Сегодня у нас после большого перерыва был большой урок физподготовки. Мне, проваландавшемуся на скамейке, удалось на него слегка опоздать, так что наблюдал в итоге довольно забавную картину: барон Фурио Медичи горевал вместе с физруком, сухим жилистым дядькой по имени Захар Мендельсон. Оба этих благородных господина с лицами, полными вселенского разочарования, наблюдали за двумя табунами молодых аристократов, неловко толпящихся рядом с беговой дорожкой.
Одной из кучек «испуганных оленят» были представительницы прекрасного пола. Они это… стеснялись. Причиной стеснения был наряд в виде длинных свободных шорт по колени и довольно практичной льняной рубахи без ворота и с очень короткими рукавами. На ногах у девушек, как, впрочем, и у парней, красовались ботинки на толстой подошве и с высокой шнуровкой. Кстати, подошва была упругой. Единственным отличием в форме, которое наблюдалось между мальчиками и девочками было нечто темное у девочек под рубахами. Уловить, что именно, было невозможно, но я предположил, что это — плотный топик или нечто вроде него.

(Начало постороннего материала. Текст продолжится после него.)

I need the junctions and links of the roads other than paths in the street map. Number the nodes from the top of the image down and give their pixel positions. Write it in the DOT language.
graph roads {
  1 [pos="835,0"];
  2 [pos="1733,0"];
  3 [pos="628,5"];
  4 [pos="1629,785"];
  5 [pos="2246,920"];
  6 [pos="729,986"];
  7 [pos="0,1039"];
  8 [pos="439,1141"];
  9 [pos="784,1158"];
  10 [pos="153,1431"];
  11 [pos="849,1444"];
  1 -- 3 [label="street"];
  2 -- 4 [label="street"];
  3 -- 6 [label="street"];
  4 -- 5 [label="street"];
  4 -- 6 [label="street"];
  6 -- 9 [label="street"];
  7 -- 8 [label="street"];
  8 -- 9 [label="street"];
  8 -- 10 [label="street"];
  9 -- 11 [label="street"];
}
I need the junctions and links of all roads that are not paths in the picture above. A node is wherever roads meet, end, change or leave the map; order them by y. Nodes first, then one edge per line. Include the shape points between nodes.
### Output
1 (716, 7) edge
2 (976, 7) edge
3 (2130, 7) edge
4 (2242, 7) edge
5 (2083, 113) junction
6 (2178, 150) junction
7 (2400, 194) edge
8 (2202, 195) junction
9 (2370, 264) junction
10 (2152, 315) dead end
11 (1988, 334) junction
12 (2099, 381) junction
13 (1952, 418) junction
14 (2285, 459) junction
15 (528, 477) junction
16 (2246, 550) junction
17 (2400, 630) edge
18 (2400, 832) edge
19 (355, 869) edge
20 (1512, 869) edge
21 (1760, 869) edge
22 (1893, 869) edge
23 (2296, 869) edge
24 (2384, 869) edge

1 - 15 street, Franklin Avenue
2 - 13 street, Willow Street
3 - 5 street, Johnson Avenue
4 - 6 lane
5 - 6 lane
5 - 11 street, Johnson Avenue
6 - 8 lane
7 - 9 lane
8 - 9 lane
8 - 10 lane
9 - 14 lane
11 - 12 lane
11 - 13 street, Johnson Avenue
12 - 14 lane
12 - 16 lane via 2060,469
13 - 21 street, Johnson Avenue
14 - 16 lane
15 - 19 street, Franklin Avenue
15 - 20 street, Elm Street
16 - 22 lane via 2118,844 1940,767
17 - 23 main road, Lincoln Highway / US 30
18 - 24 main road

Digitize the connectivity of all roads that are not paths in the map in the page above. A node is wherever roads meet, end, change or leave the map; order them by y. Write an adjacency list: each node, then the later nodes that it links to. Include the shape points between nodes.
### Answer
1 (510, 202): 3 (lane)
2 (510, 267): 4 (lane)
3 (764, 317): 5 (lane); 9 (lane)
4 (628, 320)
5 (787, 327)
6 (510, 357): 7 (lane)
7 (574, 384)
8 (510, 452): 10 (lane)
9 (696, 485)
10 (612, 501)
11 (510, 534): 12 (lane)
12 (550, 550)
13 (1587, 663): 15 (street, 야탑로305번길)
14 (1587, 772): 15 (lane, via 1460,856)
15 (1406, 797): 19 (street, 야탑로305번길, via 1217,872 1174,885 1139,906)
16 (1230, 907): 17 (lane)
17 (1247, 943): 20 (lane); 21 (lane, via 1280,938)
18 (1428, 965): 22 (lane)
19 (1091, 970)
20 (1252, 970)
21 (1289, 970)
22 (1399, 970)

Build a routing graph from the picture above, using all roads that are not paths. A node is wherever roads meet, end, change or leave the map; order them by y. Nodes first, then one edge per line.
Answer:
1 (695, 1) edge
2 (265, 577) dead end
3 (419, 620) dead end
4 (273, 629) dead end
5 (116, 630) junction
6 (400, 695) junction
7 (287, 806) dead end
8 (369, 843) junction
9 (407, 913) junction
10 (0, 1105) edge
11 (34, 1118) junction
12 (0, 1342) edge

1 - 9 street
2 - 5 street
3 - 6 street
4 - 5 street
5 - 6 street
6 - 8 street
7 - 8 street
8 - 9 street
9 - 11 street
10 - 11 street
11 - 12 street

Видимо, по местным меркам это было катастрофическое обнажение.
Ну ладно, интересно девки пляшут, а пацаны что? А те тоже стеснялись! Правда, не своего внешнего вида, а стоящего отдельно и злющего как тридцать три собаки Константина Азова! Ну да, ну да, тот со своим ростом и хрупким телосложением, с торчащими ногами и руками, в определенно большой ему рубахе и перепоясанный дополнительным поясом… он был похож на девочку больше, чем все эти драгунские кобылицы!
— Дайхард! — аж рявкнул бедный блондин, когда я к нему подошёл, — Сегодня идём в бордель! За мой счет!
— Гип-гип, ура! — радостно отреагировал я сообразно роли, от чего класс слегка сменил вектор своих настроений, начав уже ненавидеть меня по старой памяти. Ну а уж шутливо толкнуть злющего блондика в плечо кулаком сама карма велела.
Мендельсон, который отнюдь не был похож ни на иудея, ни на музыканта, наконец, решил прервать творящиеся разброд и шатание. Сухим, резким и звучным голосом он грамотно и точно определил уровень наблюдаемых им кадетов как полностью пробитое дно, а затем, громко посетовав на то, что пятилетний перерыв в преемственности обучения — трахаемое Сатаной зло, велел всем прекратить «мандить» и начать вести себя как полагается настоящим, хоть и будущим, военным. В частности — встать в две шеренги.